Some twenty years were to go by before I was to realize the significance of the scene that I had witnessed that winter morning at the old frame farmhouse. It was the year of my return to America with Jim Shepherd, whose career as a rising young painter had just begun to be heralded, that I felt impelled to revisit the place of my childhood. Not my least interest lay in seeing Lisbeth again. I remembered her as a fragile upstanding girl of twelve with soft hair the color of dead leaves and gray inquiring eyes. But whatever it was that I was to find I was conscious that I would see it with new appreciation of values. For if my eight years of medical work abroad had sharpened my discernment, even more had my intimacy with Jim Shepherd swept my mind clean of prejudice and casuistry.
To strangers Jim must often have appeared naive and undevious. The fact was that his passion for truth-probing and his worship of the undiscovered loveliness of life had obscured whatever self-consciousness had been born in him. Meeting him for the first time was like entering another element. It left you a little flat. That candor and eagerness of his at first balked you, it made negligible your traditions of thought and speech. One ended by loving him.
On our arrival at the sparse little village I told him of the Dartons. I had had no news of them for the past four years, and inquiries among the neighbors left me only the more at sea. Lisbeth they seldom saw, they said; she never went to church or meetings; and, especially since her mother, in an unprecedented flare of rebellion, had gone to live with a married sister in town, she had grown silent and taciturn. As for old Con Darton, he was going to seed, in spite of the remnants of an earlier erudition that still clung to him. That is, though he went about unshaven and in slovenly frayed clothing, he still quoted fluently from the Bible and Gray's "Elegy." Among the villagers he had come to have the reputation of a philosopher and an ill-used man. He was poor, it seemed, so poor that he had abandoned the white farmhouse and had come to live in a box-like, unpainted shack at the foot of the hill, the new boarding of which stood out harshly against the unturfed soil. Built just across the way from a disused mill, near the creek, it had become known as the "mill house." In spite of this thriftiness, Con always had money for a new horse, which he would soon trade off for a better; although these transactions had, of late, become fewer, as Con was feared as a "shrewd one." The fact seemed to call forth his neighbors' admiration, just as the tale that he had been "deserted" called forth their pity. Lisbeth, they averred, who had stuck to him, was "a hard piece to get close to."
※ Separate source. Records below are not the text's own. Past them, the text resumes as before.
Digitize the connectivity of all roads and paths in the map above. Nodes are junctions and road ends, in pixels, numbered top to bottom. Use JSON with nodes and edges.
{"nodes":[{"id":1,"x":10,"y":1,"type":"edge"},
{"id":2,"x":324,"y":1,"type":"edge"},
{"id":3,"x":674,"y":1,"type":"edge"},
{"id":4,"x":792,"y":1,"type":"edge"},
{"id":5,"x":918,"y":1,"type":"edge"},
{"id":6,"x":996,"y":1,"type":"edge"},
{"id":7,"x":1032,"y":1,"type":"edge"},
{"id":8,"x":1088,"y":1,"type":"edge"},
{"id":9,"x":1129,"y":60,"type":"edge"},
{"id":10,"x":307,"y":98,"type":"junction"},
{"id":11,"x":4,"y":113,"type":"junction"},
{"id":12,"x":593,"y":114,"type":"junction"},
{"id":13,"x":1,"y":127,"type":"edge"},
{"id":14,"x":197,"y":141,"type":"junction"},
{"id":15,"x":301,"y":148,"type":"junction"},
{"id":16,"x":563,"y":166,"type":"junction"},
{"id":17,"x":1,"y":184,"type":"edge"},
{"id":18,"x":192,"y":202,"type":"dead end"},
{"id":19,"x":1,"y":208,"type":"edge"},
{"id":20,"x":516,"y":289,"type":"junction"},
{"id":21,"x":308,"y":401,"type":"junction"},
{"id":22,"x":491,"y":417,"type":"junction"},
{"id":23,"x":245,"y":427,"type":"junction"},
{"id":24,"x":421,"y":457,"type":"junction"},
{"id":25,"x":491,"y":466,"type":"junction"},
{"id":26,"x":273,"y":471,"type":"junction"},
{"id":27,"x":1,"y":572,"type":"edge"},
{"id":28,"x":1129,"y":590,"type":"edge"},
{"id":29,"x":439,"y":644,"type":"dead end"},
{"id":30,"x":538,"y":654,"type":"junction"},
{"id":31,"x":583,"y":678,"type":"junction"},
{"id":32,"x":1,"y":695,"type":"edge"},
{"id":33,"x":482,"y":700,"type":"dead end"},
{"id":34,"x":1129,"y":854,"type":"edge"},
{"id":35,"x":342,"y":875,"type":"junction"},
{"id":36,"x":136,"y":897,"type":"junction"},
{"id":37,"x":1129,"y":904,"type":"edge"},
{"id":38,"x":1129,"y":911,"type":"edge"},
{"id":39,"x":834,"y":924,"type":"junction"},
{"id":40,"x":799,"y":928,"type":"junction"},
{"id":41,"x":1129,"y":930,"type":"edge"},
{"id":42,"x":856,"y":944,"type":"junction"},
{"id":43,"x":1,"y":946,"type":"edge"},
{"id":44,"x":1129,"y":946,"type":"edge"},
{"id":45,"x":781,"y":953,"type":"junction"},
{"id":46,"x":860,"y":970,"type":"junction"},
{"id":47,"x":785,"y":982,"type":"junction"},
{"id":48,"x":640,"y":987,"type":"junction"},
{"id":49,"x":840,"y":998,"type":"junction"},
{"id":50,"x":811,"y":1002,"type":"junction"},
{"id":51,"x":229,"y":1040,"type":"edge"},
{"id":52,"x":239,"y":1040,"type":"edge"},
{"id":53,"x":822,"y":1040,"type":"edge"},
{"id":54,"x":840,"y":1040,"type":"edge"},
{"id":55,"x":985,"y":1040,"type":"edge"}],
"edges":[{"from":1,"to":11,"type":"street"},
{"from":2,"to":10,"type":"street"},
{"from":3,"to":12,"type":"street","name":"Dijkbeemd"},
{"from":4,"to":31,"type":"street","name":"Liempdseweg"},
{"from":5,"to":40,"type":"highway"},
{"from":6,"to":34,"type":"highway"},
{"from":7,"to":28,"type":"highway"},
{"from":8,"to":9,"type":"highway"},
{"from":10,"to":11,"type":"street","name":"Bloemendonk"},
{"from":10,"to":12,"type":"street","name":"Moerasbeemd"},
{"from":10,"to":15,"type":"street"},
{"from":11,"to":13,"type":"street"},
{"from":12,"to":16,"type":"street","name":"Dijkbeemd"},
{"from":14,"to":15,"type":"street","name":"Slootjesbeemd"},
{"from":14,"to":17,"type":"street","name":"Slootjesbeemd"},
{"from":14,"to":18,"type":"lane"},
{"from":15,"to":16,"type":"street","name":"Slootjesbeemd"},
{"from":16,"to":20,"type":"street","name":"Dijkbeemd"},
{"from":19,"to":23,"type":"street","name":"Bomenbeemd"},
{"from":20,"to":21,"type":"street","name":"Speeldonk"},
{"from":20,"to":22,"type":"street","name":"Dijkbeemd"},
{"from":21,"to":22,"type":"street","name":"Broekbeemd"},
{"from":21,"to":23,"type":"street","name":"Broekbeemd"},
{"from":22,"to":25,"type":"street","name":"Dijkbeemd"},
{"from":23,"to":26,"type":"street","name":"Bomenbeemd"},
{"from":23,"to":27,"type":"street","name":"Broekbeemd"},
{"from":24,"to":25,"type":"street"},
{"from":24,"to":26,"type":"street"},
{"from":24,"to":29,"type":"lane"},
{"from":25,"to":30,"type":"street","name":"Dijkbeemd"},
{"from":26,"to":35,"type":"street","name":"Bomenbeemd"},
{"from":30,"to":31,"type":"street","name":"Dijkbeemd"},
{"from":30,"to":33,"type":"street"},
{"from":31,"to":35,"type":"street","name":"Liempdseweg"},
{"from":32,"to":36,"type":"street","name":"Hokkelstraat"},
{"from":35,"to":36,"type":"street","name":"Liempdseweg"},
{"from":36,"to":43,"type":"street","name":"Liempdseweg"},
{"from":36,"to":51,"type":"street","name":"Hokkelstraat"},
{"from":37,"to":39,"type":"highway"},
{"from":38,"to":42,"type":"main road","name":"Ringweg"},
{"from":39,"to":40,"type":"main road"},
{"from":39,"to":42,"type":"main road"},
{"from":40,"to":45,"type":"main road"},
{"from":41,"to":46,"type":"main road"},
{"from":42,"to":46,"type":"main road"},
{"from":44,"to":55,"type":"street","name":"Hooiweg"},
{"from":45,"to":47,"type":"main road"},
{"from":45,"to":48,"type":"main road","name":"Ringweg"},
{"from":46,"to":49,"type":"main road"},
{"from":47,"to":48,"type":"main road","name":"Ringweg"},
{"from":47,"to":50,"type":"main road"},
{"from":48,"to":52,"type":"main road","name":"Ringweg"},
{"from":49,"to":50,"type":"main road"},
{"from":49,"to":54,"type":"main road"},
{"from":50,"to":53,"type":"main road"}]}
She was standing at the bottom of the hill where the creek ran between the deserted mill and the new shack; and, as I came down the hill, I felt a sharp twinge of pain at the contrast of the fragile line of her profile against the coarse, dark sweater, at the slender grace of her body against that dead, barn-sprinkled background. I could observe her easily without her knowledge, for she was looking up, as we so often used to at twilight, to the old plank high above the sagging mill, where the turkeys fly to roost towards evening, so awkwardly and comically, with a great breathless whirring of wings. I saw her lift her arms to them with a swift, urging gesture, as though to steady their ungainly flight, and I could not be certain that she was not talking to them. Again a pang for the contracting loneliness of those bitter winters that she had lived through and must still live through, stabbed me.
She turned with a low cry and a momentary flush of gladness. But I noticed, as I questioned her as an old friend might, that the flush melted into a level pallor, and her eyes, deeper and more unquiet than I had remembered them, either wandered up the road or reverted to the last of the turkeys soaring heavily to rest.
"I used to do all those things, Tom," she said in answer to my question.
"Used to?" I laughed. "Why, it's only five years ago I was hearing that you were the best little lady on skis and skates at the West-Highlands."
Her eyelids quivered at the word.
"That year—yes," she said and averted her face.
"You mean—" I had to prod, there was no other way about it—"that you only stayed—one year?"